> Activity
Read the listing and extract each line that includes the word "Ibaan".

> Material supplied
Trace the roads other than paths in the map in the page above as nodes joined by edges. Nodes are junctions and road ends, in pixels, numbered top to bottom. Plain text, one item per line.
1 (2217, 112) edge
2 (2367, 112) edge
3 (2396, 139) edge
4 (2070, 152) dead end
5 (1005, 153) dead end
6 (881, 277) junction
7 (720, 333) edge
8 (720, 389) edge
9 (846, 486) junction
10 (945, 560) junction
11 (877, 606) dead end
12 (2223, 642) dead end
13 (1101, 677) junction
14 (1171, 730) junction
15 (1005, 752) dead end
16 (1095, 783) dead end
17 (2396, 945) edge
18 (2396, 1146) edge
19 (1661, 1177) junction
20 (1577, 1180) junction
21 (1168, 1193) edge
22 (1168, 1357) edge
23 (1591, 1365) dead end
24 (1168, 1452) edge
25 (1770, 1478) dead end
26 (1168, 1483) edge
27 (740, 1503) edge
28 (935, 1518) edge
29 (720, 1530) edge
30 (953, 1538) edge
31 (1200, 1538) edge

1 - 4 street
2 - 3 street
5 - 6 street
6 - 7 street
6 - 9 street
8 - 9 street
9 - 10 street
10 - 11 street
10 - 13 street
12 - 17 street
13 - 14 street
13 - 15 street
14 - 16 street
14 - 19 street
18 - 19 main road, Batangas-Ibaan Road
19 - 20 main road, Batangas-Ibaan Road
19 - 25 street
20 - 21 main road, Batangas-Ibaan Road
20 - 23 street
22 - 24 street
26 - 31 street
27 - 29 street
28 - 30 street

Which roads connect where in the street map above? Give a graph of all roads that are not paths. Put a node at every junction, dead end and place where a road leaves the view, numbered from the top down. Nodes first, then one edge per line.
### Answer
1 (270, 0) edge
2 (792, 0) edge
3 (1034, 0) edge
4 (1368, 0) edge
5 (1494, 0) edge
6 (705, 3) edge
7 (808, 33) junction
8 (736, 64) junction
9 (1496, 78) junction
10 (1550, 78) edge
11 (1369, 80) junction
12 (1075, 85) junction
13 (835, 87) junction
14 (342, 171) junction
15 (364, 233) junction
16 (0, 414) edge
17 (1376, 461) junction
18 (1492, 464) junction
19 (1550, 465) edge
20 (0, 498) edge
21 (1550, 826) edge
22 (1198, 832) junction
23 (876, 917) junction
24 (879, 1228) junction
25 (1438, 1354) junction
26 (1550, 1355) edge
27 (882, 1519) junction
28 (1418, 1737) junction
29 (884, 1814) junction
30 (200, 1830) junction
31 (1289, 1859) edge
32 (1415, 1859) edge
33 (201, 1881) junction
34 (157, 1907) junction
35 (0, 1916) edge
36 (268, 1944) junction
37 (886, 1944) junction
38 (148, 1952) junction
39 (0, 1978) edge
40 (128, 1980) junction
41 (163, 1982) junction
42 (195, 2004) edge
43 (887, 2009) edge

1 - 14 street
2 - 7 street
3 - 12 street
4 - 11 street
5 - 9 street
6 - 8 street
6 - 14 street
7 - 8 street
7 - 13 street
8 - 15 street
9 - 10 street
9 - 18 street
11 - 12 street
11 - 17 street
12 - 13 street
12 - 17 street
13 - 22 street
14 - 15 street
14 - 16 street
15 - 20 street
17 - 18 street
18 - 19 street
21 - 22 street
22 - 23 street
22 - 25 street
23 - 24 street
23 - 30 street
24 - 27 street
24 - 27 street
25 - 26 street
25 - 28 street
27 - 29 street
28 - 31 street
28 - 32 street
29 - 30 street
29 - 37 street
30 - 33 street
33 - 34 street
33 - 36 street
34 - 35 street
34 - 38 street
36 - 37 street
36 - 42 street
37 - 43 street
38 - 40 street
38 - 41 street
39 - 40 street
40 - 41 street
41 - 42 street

> Expected answer
18 - 19 main road, Batangas-Ibaan Road
19 - 20 main road, Batangas-Ibaan Road
20 - 21 main road, Batangas-Ibaan Road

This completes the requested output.